### About this task
Pictures must not appear in your answer. Write out exactly the lines from the one with "pinky mcp: (497, 387)" through the last line of the entries below.

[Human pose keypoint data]
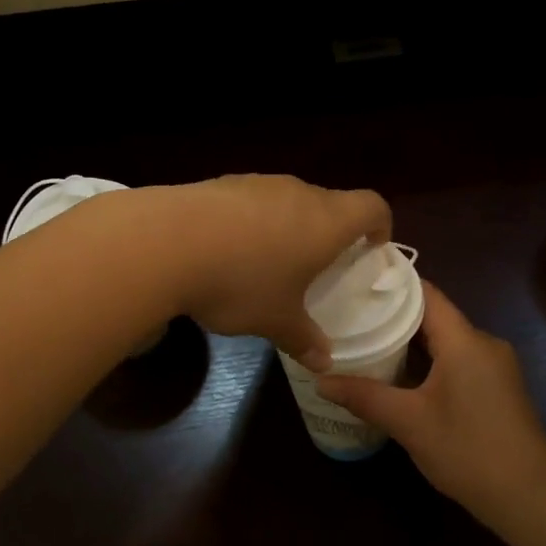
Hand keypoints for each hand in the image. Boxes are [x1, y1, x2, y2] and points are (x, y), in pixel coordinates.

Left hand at [148, 176, 390, 369]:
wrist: (166, 242)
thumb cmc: (240, 282)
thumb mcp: (275, 320)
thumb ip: (303, 338)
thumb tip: (323, 361)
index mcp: (326, 221)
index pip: (372, 206)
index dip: (380, 224)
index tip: (372, 247)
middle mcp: (297, 193)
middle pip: (329, 202)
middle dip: (330, 231)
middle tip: (319, 264)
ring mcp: (257, 183)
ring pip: (288, 201)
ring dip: (288, 226)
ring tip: (269, 261)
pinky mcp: (221, 183)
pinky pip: (251, 201)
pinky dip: (251, 222)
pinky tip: (227, 250)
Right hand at [316, 282, 545, 518]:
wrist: (529, 496)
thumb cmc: (467, 450)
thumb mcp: (408, 422)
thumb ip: (364, 396)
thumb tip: (320, 380)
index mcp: (464, 340)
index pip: (426, 293)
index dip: (391, 285)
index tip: (355, 282)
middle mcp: (483, 343)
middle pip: (434, 315)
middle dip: (393, 316)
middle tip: (351, 316)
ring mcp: (495, 366)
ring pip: (446, 340)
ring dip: (411, 342)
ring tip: (367, 342)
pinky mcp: (497, 387)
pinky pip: (458, 359)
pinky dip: (429, 361)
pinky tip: (401, 376)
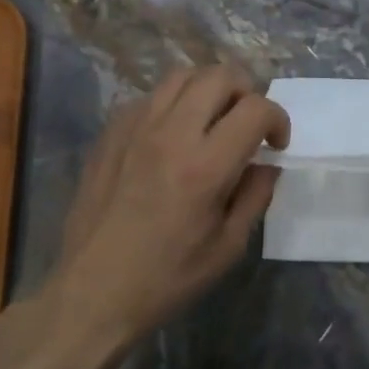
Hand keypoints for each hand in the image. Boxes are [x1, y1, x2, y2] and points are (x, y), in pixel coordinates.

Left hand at [41, 65, 289, 351]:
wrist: (91, 293)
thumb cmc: (167, 278)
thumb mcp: (228, 247)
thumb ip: (255, 195)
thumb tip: (266, 163)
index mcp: (205, 167)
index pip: (255, 109)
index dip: (277, 119)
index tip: (275, 144)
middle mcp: (170, 135)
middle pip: (219, 75)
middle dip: (247, 91)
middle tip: (247, 123)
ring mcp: (135, 129)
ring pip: (182, 75)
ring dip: (209, 89)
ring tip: (212, 119)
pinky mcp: (110, 133)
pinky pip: (150, 96)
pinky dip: (173, 103)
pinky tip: (173, 134)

### Result for this exercise
pinky mcp: (497, 387)
pinky pip: (458, 359)
pinky dip: (429, 361)
pinky tip: (401, 376)
Hand keypoints for each hand in the image. Boxes are [x1, y1, x2, y2] and points are (x, y), in pixel coordinates.

Left hand at [41, 65, 289, 351]:
wrist: (91, 293)
thumb cmc: (167, 278)
thumb mcp: (228, 247)
thumb ip: (255, 195)
thumb tip: (266, 163)
index mcp: (205, 167)
index pip: (255, 109)
index dip: (277, 119)
index tip: (275, 144)
middle mcp: (170, 135)
middle pip: (219, 75)
middle dip: (247, 91)
middle tip: (247, 123)
ring mcp: (135, 129)
ring pip: (182, 75)
ring dip: (209, 89)
ring tip: (212, 119)
pinky mcp: (110, 133)
pinky pip: (150, 96)
pinky dip: (173, 103)
pinky tip: (173, 134)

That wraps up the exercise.